» Exercise instructions:
Lift out each line of the data that holds "Lyndhurst".

[Stored items]
== == ==
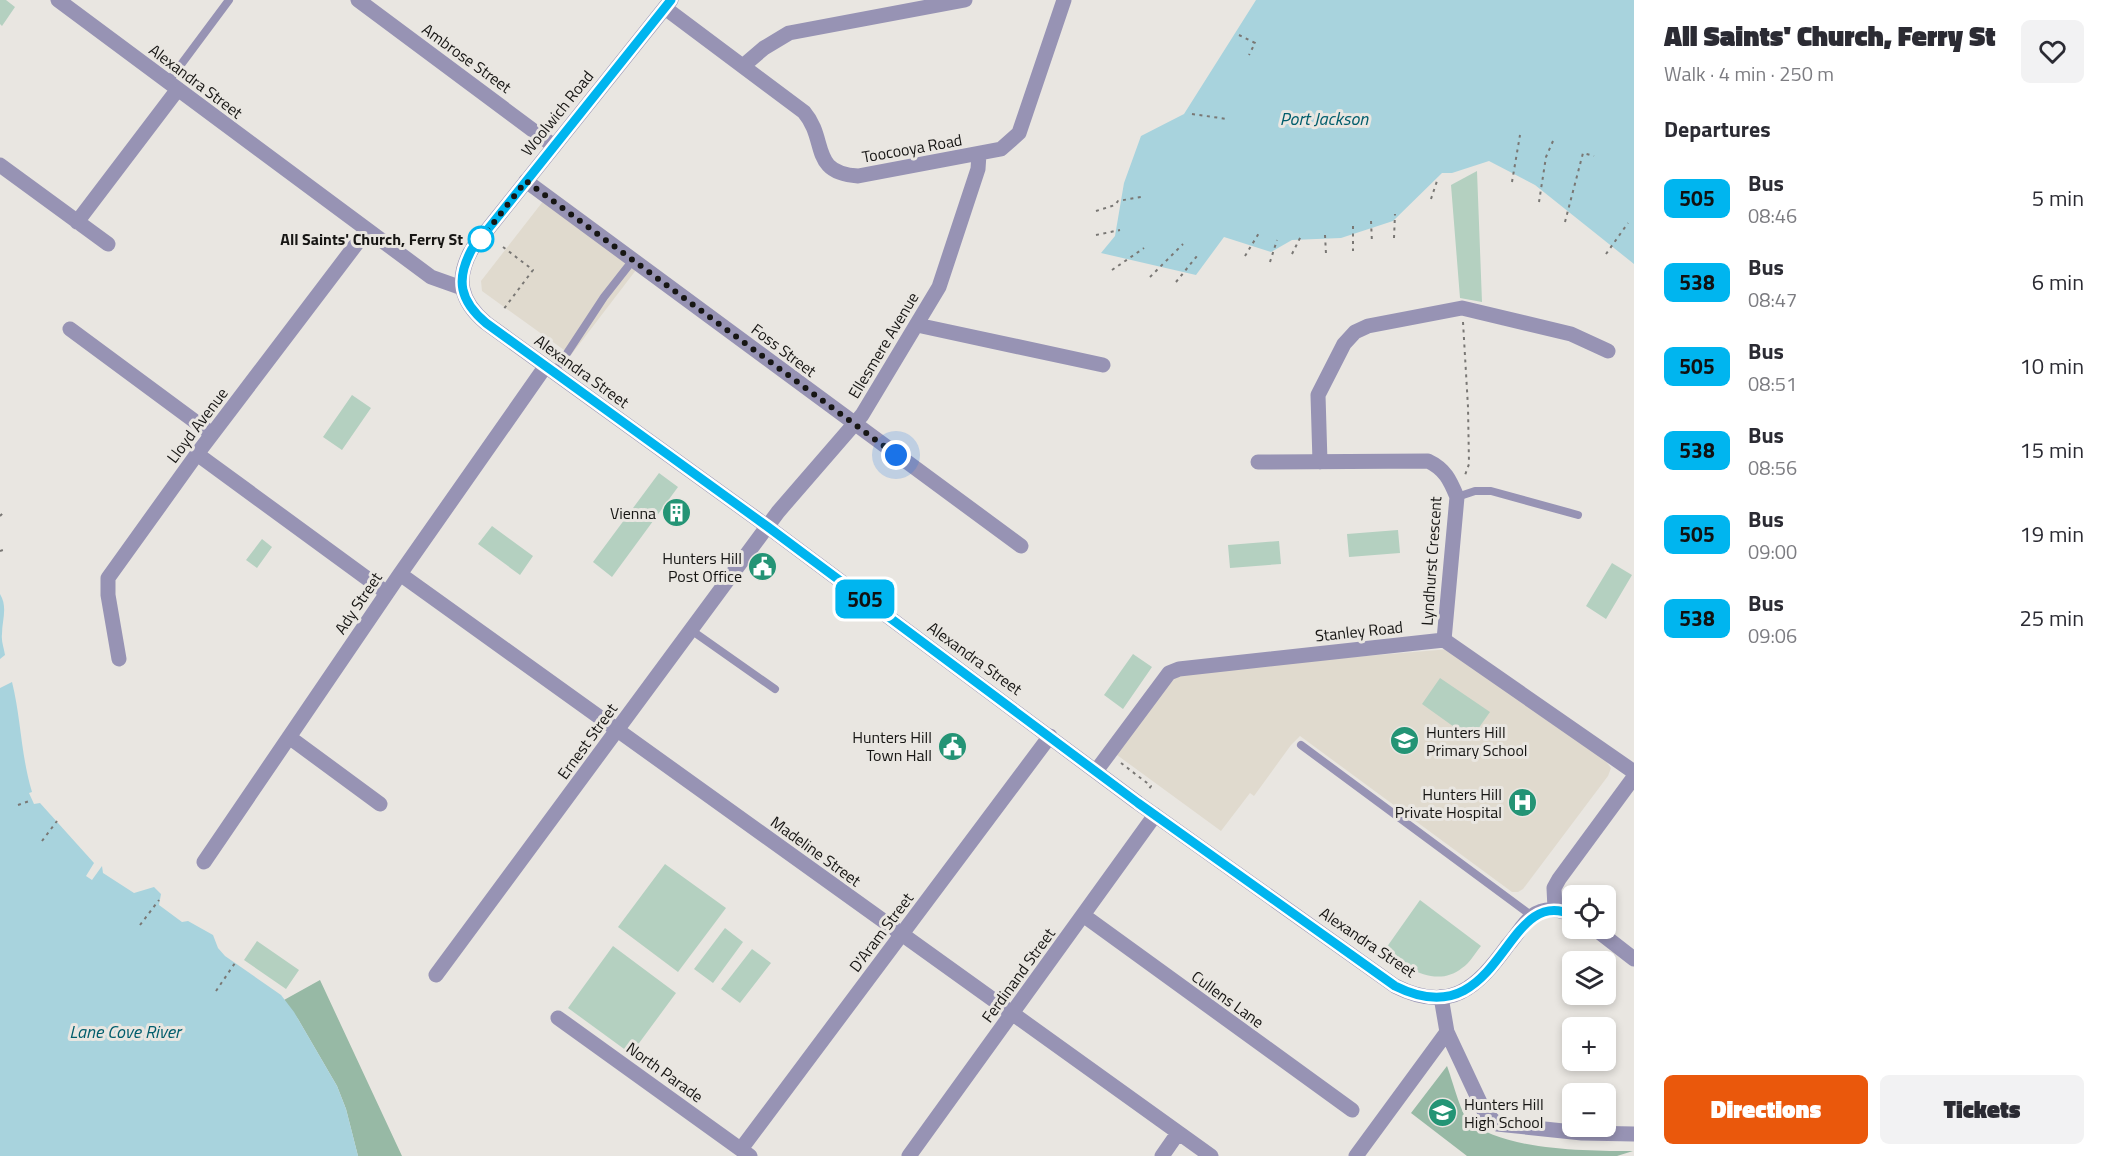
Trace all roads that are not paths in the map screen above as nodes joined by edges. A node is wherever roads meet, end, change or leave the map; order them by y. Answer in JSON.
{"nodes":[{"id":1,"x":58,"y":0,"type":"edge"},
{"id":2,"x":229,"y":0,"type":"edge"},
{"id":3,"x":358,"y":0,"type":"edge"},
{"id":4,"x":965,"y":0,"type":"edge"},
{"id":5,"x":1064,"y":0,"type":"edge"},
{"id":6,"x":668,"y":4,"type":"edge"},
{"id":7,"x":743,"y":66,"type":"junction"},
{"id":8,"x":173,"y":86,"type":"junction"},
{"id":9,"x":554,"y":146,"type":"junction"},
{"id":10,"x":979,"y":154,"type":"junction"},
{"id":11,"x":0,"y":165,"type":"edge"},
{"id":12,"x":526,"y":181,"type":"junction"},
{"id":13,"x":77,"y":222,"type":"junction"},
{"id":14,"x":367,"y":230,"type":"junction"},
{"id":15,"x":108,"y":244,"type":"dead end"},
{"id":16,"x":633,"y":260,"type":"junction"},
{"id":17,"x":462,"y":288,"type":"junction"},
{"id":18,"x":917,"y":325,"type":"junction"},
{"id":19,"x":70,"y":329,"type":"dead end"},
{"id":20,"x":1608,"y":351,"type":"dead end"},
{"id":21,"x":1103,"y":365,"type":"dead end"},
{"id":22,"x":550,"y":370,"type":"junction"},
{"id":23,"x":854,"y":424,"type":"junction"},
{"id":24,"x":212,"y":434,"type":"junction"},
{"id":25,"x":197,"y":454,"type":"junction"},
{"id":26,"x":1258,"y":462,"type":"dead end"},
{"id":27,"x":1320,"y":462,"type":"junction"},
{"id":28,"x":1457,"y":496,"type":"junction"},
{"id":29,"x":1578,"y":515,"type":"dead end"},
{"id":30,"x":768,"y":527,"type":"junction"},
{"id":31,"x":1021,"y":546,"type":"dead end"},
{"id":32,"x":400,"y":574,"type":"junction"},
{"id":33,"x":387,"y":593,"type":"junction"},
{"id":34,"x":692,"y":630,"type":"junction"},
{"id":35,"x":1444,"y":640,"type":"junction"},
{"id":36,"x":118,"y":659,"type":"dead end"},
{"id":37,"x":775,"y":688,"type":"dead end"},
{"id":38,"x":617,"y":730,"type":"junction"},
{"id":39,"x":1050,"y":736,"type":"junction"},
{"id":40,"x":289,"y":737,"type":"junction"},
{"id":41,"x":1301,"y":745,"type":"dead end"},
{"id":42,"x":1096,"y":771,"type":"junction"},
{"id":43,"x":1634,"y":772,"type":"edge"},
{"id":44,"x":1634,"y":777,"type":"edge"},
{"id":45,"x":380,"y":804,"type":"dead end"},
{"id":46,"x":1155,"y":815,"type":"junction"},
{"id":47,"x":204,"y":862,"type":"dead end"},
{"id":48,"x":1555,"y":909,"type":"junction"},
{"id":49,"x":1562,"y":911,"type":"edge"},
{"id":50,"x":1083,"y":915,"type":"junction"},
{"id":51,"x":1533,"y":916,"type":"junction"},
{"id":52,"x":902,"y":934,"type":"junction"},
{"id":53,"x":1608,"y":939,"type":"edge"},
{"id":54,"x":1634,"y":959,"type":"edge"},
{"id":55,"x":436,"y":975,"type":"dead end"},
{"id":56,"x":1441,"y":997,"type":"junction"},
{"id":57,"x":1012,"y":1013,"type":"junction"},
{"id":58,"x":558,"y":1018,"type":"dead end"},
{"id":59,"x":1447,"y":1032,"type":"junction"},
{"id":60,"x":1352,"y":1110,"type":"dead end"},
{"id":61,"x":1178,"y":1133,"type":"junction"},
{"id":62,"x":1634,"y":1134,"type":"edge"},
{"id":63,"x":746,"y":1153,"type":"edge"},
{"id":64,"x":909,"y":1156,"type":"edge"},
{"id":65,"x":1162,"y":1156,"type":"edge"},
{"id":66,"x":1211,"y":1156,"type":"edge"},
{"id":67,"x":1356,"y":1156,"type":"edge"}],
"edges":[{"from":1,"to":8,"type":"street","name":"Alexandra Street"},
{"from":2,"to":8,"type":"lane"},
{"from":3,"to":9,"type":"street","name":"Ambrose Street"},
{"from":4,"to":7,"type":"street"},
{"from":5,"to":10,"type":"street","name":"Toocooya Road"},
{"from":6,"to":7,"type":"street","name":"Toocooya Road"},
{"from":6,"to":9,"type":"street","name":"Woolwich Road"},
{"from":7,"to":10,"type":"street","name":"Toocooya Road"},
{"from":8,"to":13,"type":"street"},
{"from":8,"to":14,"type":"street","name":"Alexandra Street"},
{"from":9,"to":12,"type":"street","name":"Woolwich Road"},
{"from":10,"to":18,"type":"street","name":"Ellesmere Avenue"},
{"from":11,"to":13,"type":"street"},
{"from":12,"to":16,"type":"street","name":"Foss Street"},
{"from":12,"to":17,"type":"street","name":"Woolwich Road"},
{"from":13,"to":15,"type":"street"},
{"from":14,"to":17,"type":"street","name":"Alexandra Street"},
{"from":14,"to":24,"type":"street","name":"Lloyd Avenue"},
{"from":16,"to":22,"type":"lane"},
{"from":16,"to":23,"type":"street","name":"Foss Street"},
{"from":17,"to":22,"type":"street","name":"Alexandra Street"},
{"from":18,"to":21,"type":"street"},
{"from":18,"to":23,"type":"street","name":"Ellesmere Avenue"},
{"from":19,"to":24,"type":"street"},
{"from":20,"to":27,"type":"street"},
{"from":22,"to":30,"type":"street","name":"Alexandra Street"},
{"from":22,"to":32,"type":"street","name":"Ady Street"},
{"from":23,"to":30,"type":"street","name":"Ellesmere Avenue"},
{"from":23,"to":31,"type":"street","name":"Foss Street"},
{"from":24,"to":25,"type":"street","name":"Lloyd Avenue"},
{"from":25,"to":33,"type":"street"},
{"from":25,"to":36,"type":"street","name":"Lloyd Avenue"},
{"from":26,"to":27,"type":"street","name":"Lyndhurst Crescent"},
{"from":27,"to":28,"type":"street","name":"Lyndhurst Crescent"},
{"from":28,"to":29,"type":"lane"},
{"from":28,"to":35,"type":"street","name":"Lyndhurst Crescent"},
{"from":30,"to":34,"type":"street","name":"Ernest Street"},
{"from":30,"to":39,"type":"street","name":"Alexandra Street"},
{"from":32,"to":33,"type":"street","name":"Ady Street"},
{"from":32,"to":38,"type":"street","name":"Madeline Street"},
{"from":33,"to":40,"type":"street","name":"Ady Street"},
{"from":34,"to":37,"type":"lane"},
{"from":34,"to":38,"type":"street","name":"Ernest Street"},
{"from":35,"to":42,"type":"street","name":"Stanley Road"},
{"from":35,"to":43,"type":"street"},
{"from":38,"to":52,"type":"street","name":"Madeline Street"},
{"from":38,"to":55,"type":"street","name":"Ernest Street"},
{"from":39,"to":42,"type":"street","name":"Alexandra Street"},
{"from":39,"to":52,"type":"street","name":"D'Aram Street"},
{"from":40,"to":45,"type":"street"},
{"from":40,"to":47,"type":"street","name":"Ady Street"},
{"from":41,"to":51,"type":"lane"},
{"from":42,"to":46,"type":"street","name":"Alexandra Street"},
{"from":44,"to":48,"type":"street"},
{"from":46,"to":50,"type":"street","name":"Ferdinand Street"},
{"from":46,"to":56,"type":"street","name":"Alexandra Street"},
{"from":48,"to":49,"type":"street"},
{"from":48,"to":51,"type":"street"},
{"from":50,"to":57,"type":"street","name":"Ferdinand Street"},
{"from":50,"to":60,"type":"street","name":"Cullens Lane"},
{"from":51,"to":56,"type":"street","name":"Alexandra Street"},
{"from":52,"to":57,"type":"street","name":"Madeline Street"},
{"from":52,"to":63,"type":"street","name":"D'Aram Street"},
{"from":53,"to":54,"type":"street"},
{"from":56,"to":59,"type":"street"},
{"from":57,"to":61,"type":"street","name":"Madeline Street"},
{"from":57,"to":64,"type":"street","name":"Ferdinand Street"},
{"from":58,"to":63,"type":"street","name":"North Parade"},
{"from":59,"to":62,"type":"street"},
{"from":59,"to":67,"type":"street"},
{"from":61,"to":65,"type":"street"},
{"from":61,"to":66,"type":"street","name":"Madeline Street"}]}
== == ==
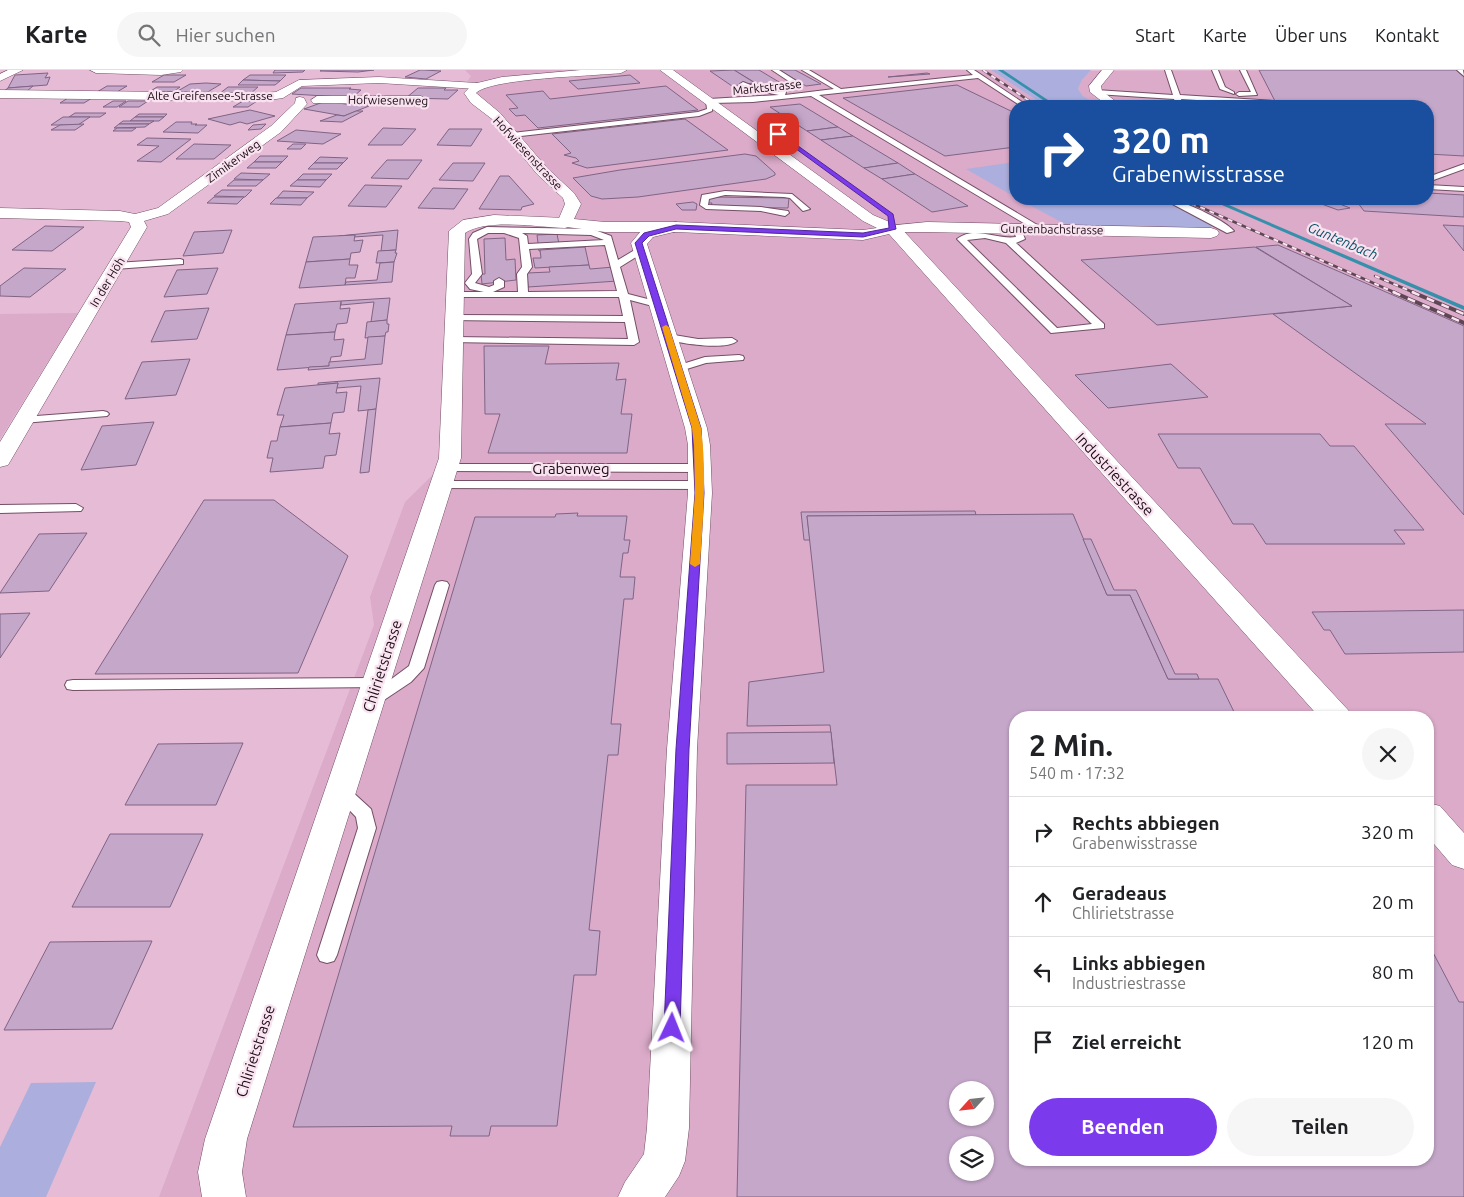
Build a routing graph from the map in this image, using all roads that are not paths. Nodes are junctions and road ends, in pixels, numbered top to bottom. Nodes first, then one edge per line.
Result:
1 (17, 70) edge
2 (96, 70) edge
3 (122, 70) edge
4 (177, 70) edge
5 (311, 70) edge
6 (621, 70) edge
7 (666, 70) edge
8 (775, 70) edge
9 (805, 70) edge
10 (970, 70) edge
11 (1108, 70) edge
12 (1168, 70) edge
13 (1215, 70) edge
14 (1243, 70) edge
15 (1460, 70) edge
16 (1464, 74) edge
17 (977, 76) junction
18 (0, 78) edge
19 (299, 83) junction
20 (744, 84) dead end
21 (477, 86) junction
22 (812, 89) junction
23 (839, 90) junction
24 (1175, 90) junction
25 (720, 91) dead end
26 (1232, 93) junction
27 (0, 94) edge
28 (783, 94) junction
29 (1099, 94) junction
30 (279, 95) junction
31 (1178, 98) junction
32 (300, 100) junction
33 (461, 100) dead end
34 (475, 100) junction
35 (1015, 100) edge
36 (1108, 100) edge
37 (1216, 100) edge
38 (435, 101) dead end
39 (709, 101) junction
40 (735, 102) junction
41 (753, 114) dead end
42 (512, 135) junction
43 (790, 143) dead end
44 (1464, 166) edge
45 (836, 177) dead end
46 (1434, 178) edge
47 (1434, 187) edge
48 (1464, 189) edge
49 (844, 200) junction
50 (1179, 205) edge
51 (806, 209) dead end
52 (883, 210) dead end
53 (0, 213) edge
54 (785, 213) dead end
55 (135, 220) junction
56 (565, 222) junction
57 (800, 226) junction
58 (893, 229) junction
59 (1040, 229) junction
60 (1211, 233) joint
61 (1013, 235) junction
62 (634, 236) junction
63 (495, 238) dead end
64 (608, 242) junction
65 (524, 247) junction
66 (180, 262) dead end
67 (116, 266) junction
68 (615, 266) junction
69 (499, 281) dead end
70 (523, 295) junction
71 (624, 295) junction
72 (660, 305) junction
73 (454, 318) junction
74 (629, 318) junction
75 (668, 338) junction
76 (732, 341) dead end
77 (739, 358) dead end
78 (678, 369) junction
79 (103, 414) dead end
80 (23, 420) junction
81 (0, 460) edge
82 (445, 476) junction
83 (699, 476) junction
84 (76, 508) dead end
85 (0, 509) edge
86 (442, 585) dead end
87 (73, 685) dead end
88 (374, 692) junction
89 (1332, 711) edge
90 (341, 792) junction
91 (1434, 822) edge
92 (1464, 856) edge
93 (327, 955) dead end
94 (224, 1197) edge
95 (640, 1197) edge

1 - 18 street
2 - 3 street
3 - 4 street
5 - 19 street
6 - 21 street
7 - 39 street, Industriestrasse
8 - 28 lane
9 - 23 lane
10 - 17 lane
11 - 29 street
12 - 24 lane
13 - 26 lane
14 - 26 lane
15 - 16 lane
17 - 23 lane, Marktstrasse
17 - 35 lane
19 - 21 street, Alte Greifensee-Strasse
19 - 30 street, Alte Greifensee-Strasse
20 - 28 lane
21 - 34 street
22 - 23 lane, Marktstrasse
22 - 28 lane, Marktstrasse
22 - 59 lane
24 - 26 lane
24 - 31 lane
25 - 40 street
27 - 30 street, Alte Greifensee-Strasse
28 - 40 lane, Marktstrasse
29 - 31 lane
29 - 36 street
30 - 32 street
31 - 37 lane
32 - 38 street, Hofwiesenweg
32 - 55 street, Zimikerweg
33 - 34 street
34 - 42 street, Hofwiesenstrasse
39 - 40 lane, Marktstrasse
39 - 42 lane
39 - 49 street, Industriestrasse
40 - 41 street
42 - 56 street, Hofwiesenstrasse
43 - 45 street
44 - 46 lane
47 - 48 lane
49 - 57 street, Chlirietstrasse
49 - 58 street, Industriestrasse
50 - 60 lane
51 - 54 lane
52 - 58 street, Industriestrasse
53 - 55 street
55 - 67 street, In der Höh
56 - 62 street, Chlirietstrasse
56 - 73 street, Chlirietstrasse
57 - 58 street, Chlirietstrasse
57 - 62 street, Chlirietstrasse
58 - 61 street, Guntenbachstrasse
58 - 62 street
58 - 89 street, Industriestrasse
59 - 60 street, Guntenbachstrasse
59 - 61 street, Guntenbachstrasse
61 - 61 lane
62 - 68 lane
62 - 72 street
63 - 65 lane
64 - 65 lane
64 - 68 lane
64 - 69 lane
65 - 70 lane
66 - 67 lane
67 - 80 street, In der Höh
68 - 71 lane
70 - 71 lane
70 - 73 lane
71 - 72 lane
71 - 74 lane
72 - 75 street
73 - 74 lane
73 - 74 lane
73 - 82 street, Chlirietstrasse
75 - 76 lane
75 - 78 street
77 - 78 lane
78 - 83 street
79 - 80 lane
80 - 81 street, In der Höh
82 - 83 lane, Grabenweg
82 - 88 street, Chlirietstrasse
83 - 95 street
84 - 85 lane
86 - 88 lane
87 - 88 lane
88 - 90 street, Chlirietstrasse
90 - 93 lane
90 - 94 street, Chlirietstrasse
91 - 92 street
== == ==
» Completed task:
{"from":26,"to":27,"type":"street","name":"Lyndhurst Crescent"},
{"from":27,"to":28,"type":"street","name":"Lyndhurst Crescent"},
{"from":28,"to":35,"type":"street","name":"Lyndhurst Crescent"},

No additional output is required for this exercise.